Extracted entries:

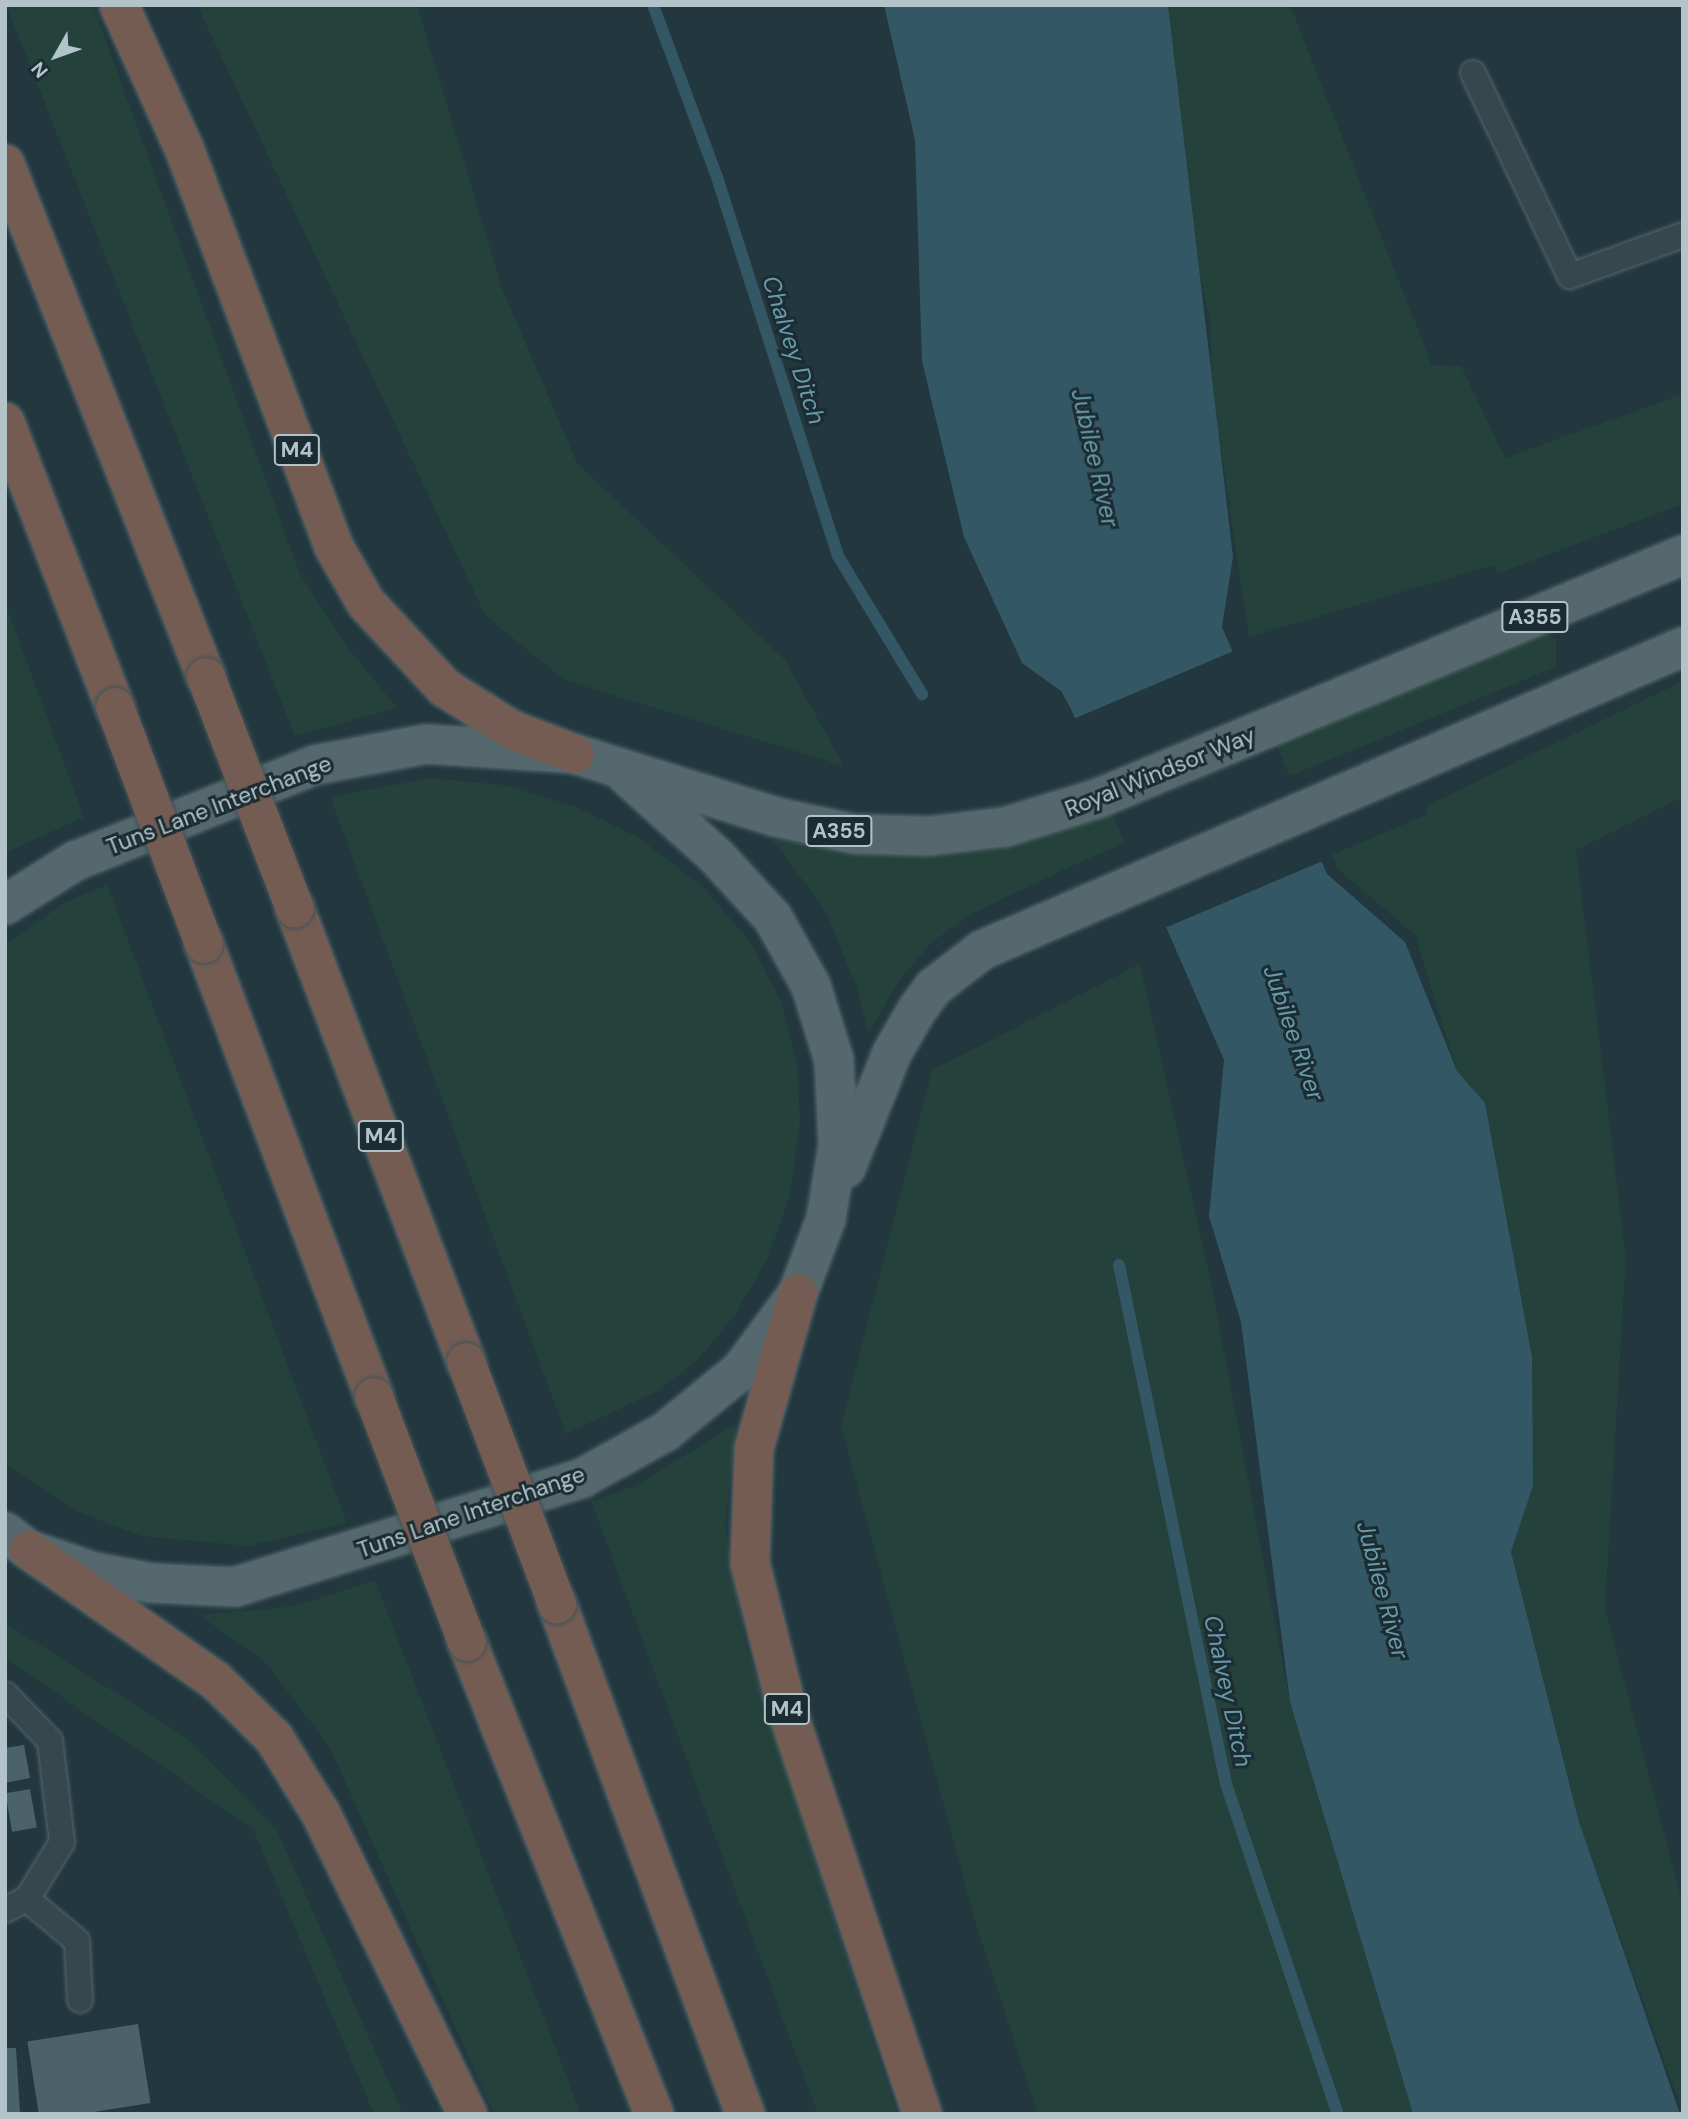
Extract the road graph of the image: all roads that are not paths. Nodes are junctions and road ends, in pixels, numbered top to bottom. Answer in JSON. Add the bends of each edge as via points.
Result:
{"nodes":[{"id":1,"x":119,"y":5,"type":"edge"},
{"id":2,"x":1473,"y":73,"type":"dead end"},
{"id":3,"x":5,"y":164,"type":"edge"},
{"id":4,"x":1683,"y":234,"type":"edge"},
{"id":5,"x":5,"y":422,"type":"edge"},
{"id":6,"x":1683,"y":555,"type":"edge"},
{"id":7,"x":1683,"y":647,"type":"edge"},
{"id":8,"x":575,"y":754,"type":"junction"},
{"id":9,"x":615,"y":765,"type":"junction"},
{"id":10,"x":5,"y":905,"type":"edge"},
{"id":11,"x":826,"y":1219,"type":"junction"},
{"id":12,"x":798,"y":1293,"type":"junction"},
{"id":13,"x":14,"y":1541,"type":"edge"},
{"id":14,"x":6,"y":1695,"type":"edge"},
{"id":15,"x":27,"y":1899,"type":"junction"},
{"id":16,"x":5,"y":1910,"type":"edge"},
{"id":17,"x":80,"y":2000,"type":"dead end"},
{"id":18,"x":467,"y":2114,"type":"edge"},
{"id":19,"x":654,"y":2114,"type":"edge"},
{"id":20,"x":745,"y":2114,"type":"edge"},
{"id":21,"x":922,"y":2114,"type":"edge"}],
"edges":[{"from":1,"to":8,"type":"highway","number":"M4","via":[[184,148],[325,524],[366,603],[445,688],[512,730]]},
{"from":2,"to":4,"type":"lane","via":[[1570,276]]},
{"from":3,"to":20,"type":"highway","number":"M4","bridge":true,"via":[[295,909]]},
{"from":5,"to":19,"type":"highway","bridge":true,"via":[[467,1642]]},
{"from":6,"to":9,"type":"main road","name":"Royal Windsor Way","number":"A355","via":[[1070,809],[967,833],[854,834],[776,817]]},
{"from":7,"to":11,"type":"main road","via":[[1431,752],[982,950],[934,987],[892,1053]]},
{"from":8,"to":9,"type":"main road","name":"Tuns Lane Interchange"},
{"from":8,"to":10,"type":"main road","name":"Tuns Lane Interchange","via":[[426,744],[315,765],[75,861]]},
{"from":9,"to":11,"type":"main road","name":"Tuns Lane Interchange","via":[[747,887],[811,986],[834,1060],[838,1108]]},
{"from":11,"to":12,"type":"main road","name":"Tuns Lane Interchange"},
{"from":12,"to":13,"type":"main road","name":"Tuns Lane Interchange","via":[[741,1370],[705,1404],[582,1478],[235,1587],[151,1583]]},
{"from":12,"to":21,"type":"highway","number":"M4","via":[[754,1449],[750,1563],[788,1713]]},
{"from":13,"to":18,"type":"highway","via":[[215,1680],[274,1738],[321,1814]]},
{"from":14,"to":15,"type":"lane","via":[[50,1741],[62,1842]]},
{"from":15,"to":16,"type":"lane"},
{"from":15,"to":17,"type":"lane","via":[[77,1941]]}]}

Exercise goal: Look through the material for "dead". Copy each line that has it.

Solved problem:
{"id":2,"x":1473,"y":73,"type":"dead end"},
{"id":17,"x":80,"y":2000,"type":"dead end"},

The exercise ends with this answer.